[Stored data]
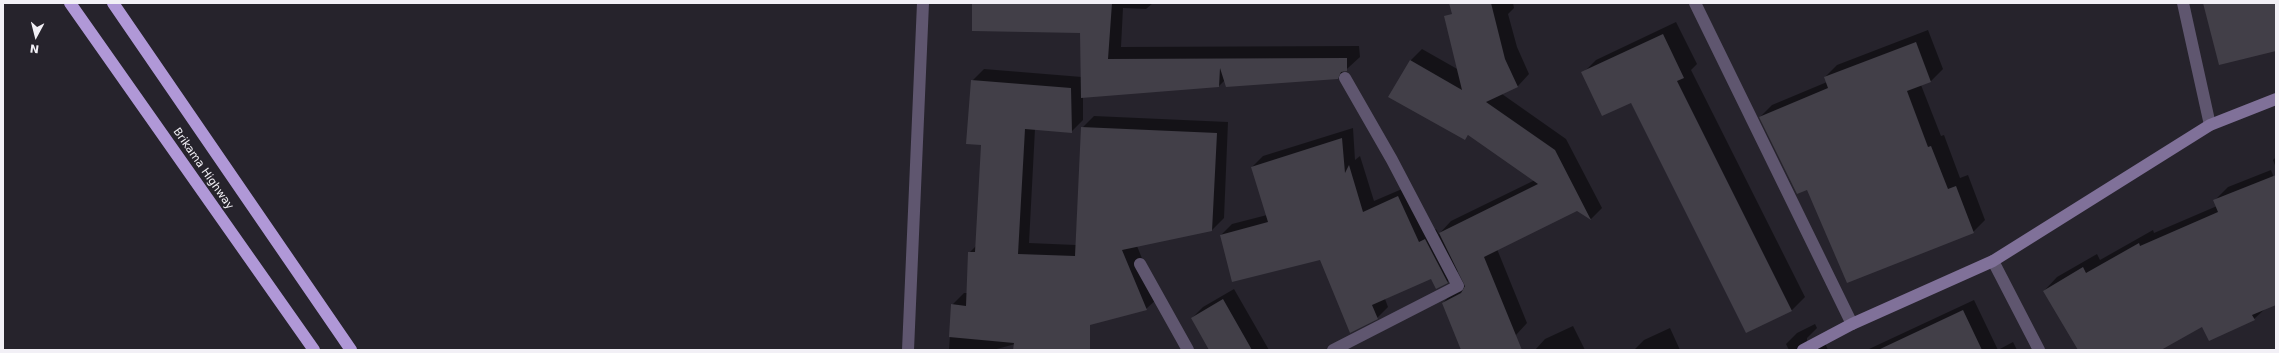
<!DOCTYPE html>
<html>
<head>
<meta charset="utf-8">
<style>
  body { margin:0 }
  #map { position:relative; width:2279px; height:353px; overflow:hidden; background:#26232c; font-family:"DejaVu Sans",sans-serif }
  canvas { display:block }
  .frame { position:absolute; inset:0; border:4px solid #f2f0f6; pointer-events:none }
  .north { position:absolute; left:16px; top:16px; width:40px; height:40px; -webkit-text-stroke:3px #26232c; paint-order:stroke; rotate:187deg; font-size:11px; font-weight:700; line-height:16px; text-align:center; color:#f2f0f6 }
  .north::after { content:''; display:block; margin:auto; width:14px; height:18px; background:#f2f0f6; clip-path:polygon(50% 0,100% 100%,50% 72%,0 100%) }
</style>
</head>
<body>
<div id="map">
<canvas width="2279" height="353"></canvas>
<div class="frame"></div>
<div class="north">N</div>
</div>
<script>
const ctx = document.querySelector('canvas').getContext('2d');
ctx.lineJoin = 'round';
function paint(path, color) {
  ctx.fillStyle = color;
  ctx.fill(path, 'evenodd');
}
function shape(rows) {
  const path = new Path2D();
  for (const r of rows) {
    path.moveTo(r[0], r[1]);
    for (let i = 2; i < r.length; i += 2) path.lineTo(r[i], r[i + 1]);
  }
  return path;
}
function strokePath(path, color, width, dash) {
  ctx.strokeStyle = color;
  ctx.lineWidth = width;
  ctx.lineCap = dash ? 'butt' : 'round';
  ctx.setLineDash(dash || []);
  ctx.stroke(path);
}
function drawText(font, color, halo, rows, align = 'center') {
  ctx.font = font + ' "DejaVu Sans",sans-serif';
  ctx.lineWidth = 3.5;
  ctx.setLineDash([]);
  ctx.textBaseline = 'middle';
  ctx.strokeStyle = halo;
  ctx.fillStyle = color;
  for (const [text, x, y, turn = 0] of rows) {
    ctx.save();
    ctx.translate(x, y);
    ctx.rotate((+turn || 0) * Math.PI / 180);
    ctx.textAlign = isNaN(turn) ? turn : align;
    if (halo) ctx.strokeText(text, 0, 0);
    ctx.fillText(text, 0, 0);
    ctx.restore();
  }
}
paint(shape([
  [973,3,1153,3,1146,9,1123,8,1121,47,1359,46,1360,57,1337,78,1225,80,1219,86,1083,97,1083,120,1071,132,1035,129,1029,243,1076,245,1082,128,1094,116,1228,122,1224,218,1212,230,1137,246,1158,298,1146,309,993,350,949,350,952,305,964,293,967,293,969,253,977,245,982,144,972,81,984,69,1082,77,1081,32],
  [1459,3,1513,3,1514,8,1508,14,1517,47,1529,74,1518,86,1502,94,1566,139,1602,208,1591,219,1577,210,1497,249,1527,323,1516,335,1478,350,1461,350,1462,349,1443,303,1454,291,1466,285,1459,270,1447,282,1432,277,1385,299,1388,307,1377,318,1321,259,1221,235,1232,224,1267,215,1252,167,1263,156,1353,128,1355,160,1360,156,1374,201,1409,186,1430,232,1436,229,1439,234,1451,221,1535,180,1469,134,1465,139,1410,61,1422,49,1459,70],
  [1676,22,1697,64,1691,70,1805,297,1792,310,1747,332,1631,102,1583,73,1596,60],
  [1928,30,1943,69,1931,81,1921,85,1941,136,1944,135,1960,178,1968,175,1985,220,1973,232,1807,188,1760,117,1772,105,1827,82,1825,77,1837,65],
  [2276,157,2276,168,2273,160],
  [2271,170,2276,183,2276,304,2265,309,2254,319,2203,326,2159,350,2080,350,2044,291,2057,277,2097,254,2100,260,2153,230,2154,233,2217,206,2214,201,2228,187],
  [1234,289,1269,350,1210,350,1192,318,1203,307],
  [1974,300,1998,350,1868,350,1869,349],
  [1815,324,1817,328,1807,338,1807,342,1825,343,1828,350,1789,350,1786,344,1797,333],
  [1573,326,1585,350,1535,350,1545,339],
  [1670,328,1680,350,1634,350,1644,340],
  [2013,342,2017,350,1998,350]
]), '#0007');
paint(shape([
  [972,3,1112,3,1108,59,1347,58,1347,71,1341,72,1338,79,1226,87,1220,68,1219,87,1081,98,1080,33,972,31],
  [1449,3,1491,3,1505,59,1518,87,1486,102,1555,150,1591,220,1577,211,1484,257,1522,350,1461,350,1442,303,1461,293,1465,286,1439,233,1538,184,1468,135,1465,140,1388,97,1410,60,1462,90,1444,16,1452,14],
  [2203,3,2276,3,2276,51,2219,65],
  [1663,34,1684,78,1677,81,1792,311,1746,333,1631,103,1602,116,1581,72],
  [1916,42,1931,82,1907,91,1928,147,1931,146,1948,189,1956,186,1974,233,1847,283,1807,190,1797,194,1759,117,1828,88,1824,77],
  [971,80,1071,88,1072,133,1025,129,1018,254,1075,256,1081,127,1217,133,1212,231,1122,250,1147,310,1090,325,1090,350,1013,350,1014,343,949,337,951,304,966,306,968,252,975,252,981,145,966,144],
  [1342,138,1345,173,1349,165,1363,212,1398,196,1419,242,1425,239,1448,283,1436,289,1431,279,1372,305,1378,319,1350,333,1320,260,1232,282,1220,235,1268,222,1251,167],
  [2276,175,2276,305,2252,315,2255,320,2209,341,2202,327,2161,350,2078,350,2043,291,2083,267,2086,273,2139,243,2140,246,2218,212,2213,200],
  [1223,299,1252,350,1209,350,1191,318],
  [1963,310,1982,350,1878,350]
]), '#423f48');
strokePath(shape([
  [1695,3,1852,324],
  [2183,3,2210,125],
  [1993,261,2039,350],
  [1140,264,1188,350],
  [908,350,923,3],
  [1333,350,1458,286,1392,160,1345,78]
]), '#5f566f', 12);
strokePath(shape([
  [1803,350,1852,324,1993,261,2210,125,2276,99]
]), '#807199', 12);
strokePath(shape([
  [70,3,314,350],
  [113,3,351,350]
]), '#b098d7', 12);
drawText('11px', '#f2f0f6', '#26232c', [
  ["Brikama Highway",203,169,55]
]);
</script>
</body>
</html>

Required work —
Your reply should hold every line from the data that contains "const", copied in full.

Final answer —
const ctx = document.querySelector('canvas').getContext('2d');
  const path = new Path2D();
  for (const r of rows) {
  for (const [text, x, y, turn = 0] of rows) {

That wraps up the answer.